Saturday, June 18, 2011

INTENTION, Allwin Mathew T.

Intention has seemed to be crucial ingredient in an account of action. The adverb 'intentionally' may be put to work in marking out a class of actions and the verb 'intend' introduces a state of mind of a person's intending to do something, which may be present even where the person does not actually do the thing, but which is directed towards action.

Some philosophers have distinguished between intentions directed at particular pieces of present behaviour and intentions directed a future action. The former sort, called 'act related', may be thought to be present wherever something said to be the things of which we have an experience in acting, so that they may be used to account for the distinctive phenomenology of agency. It is the latter sort, the 'future directed', with which accounts of intention are usually primarily concerned.

One aim of intention is to connect the concept with related ones, so as to see how a person's intending to do some features in practical deliberation and in action. An account may start from the question whether intention can be reduced to desire and belief. Like desire intention moves people to action. But where as you may desire what you think is impossible of attainment. Like belief, intention sets constraints on what is done. But intentions, unlike belief, are not straight forwardly evaluable as true or false. An account of what it is for one intention to be consistent with another is different from an account of what it is for one belief to be consistent with another. Intention it seems, must be treated neither as an affective state like desire, nor as a cognitive one like belief, but as a distinctively practical state, subject to its 'rationality requirements'.

Although intention is situated at the level of knowledge, it has ethical dimension.
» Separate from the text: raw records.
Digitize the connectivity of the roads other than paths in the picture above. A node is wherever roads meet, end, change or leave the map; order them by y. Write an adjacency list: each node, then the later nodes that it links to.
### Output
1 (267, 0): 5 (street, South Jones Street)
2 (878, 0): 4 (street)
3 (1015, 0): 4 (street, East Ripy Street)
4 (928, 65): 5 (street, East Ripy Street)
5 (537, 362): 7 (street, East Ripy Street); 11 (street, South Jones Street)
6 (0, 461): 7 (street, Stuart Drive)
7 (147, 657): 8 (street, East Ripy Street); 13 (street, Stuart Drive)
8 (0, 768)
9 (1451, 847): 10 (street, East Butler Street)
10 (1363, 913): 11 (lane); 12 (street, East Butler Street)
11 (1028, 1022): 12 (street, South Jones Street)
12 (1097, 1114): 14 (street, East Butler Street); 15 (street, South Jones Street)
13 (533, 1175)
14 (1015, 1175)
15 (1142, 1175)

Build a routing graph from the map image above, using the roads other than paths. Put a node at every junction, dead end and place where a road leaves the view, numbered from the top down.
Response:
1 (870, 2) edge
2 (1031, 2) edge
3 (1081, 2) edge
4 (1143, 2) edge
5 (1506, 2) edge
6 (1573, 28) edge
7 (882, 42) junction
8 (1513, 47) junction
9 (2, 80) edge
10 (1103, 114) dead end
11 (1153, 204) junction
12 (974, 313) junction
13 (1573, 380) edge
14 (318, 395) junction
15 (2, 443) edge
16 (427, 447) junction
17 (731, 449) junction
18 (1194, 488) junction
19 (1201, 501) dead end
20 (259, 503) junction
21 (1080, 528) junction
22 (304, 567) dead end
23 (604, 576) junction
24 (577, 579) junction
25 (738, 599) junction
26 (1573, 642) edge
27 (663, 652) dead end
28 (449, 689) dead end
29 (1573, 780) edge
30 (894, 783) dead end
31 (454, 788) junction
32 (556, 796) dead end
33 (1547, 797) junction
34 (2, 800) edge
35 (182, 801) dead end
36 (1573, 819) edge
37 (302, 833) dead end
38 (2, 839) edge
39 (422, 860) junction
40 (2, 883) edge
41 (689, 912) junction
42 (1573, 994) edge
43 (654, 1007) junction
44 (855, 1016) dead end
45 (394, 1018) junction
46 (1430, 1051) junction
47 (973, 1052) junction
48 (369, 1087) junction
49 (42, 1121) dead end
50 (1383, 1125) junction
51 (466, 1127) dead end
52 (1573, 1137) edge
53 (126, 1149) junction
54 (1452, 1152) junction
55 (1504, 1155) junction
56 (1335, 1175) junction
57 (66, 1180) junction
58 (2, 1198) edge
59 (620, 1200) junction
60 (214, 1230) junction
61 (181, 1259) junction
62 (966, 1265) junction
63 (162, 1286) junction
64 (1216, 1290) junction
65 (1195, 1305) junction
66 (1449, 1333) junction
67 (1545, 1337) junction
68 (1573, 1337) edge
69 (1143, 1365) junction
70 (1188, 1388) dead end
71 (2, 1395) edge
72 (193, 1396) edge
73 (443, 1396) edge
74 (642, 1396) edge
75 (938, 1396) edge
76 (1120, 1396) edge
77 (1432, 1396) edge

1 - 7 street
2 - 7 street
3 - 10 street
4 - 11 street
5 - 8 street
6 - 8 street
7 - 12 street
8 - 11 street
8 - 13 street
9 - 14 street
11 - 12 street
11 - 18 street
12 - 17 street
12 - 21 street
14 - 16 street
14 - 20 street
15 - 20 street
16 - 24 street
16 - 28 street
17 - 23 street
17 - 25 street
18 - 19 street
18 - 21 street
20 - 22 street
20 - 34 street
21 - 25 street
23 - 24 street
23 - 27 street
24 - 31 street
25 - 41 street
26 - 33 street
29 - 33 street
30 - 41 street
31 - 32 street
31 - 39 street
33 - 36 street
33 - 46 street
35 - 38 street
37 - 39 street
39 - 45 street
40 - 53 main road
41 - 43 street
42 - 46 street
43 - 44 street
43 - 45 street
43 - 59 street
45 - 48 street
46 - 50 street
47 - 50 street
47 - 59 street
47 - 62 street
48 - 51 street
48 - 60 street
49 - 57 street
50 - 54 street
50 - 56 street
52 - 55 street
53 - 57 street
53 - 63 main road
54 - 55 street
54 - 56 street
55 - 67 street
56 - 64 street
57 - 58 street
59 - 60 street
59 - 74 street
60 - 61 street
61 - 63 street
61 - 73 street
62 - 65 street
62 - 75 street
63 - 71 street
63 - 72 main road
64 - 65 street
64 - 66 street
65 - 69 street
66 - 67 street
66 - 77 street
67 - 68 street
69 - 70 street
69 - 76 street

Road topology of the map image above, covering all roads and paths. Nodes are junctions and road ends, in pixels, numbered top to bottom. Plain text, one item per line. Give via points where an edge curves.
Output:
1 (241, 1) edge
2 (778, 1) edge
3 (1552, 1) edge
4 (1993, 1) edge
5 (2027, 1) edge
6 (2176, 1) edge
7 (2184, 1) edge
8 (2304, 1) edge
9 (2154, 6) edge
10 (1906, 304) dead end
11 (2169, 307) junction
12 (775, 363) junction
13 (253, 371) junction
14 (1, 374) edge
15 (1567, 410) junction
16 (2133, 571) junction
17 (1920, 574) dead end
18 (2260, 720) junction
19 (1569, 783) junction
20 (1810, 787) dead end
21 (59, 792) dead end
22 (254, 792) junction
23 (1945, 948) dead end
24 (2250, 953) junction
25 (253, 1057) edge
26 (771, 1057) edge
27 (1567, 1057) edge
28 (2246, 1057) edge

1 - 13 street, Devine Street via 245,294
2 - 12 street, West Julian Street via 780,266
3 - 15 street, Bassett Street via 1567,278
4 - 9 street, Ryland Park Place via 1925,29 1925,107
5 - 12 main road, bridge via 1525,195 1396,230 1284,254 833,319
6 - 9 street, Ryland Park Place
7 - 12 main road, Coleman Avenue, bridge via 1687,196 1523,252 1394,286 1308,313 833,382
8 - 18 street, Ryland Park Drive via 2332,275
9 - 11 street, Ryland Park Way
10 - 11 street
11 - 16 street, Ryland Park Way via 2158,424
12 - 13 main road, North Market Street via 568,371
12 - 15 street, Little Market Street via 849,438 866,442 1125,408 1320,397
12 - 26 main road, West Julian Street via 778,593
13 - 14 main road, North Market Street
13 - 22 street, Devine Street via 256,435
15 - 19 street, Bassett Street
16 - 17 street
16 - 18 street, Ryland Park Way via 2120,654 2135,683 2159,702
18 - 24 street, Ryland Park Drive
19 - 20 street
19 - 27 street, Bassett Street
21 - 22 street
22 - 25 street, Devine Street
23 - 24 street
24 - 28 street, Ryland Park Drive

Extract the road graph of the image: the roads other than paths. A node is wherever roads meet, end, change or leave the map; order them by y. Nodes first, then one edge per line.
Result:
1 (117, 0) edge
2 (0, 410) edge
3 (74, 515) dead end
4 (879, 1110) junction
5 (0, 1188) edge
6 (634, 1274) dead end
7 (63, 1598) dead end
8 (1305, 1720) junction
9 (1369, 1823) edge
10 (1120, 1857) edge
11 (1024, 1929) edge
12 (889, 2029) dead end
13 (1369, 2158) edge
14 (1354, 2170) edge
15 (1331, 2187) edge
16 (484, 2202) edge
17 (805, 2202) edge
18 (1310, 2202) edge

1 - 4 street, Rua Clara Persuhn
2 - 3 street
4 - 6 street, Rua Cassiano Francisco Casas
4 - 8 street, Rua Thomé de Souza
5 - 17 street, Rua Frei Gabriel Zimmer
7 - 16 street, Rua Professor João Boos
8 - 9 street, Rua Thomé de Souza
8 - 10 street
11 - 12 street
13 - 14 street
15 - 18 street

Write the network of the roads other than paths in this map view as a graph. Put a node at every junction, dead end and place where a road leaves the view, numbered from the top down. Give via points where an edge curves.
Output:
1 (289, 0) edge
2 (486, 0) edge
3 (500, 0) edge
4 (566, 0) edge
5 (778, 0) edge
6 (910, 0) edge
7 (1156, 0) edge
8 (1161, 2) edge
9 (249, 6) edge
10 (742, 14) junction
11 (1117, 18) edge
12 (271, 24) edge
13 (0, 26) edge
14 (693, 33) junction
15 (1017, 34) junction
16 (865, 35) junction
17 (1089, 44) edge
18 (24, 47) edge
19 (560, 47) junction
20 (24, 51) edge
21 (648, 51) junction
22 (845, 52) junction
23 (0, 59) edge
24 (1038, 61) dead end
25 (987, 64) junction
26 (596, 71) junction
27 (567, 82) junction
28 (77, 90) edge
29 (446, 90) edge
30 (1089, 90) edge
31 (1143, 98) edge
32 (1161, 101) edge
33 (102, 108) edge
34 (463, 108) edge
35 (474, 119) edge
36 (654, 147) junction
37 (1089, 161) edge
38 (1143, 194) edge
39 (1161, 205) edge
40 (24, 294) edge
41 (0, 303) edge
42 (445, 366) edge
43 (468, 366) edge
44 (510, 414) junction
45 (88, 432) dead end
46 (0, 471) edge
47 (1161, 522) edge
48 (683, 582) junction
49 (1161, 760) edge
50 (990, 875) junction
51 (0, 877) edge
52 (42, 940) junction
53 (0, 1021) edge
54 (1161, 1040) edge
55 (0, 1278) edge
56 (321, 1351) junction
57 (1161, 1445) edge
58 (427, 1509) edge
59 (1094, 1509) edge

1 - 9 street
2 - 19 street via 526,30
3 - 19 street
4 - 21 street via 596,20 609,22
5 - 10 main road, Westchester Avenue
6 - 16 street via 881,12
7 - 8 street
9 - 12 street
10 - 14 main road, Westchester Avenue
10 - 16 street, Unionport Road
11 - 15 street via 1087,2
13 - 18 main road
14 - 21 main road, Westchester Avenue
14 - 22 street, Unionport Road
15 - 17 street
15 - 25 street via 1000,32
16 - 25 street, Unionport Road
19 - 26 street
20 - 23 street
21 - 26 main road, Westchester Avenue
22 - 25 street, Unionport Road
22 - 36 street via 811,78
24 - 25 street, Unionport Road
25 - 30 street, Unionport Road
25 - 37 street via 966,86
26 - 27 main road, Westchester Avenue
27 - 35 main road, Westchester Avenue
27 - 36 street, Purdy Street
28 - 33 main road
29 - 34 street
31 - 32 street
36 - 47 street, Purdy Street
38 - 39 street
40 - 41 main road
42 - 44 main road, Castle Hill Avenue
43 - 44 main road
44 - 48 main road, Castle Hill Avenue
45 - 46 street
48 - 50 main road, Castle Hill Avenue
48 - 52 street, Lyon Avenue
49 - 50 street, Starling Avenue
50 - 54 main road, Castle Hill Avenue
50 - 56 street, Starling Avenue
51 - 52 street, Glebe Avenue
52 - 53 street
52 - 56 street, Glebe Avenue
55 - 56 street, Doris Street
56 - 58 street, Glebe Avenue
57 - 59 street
Sometimes we aware about our intentions of our deeds and sometimes may not be. The question is that does our intention promote a moral action? We, human beings always try to look with our own part by avoiding the positions of our community members. So our intentions sometimes make hurt on others. So we should aware about our intention before we start to do something.  Sometimes our intentions may be good but it provides a bad result and sometimes opposite thing also takes place. But how can we distinguish whether our intention is good or bad. It is only through our moral conscience.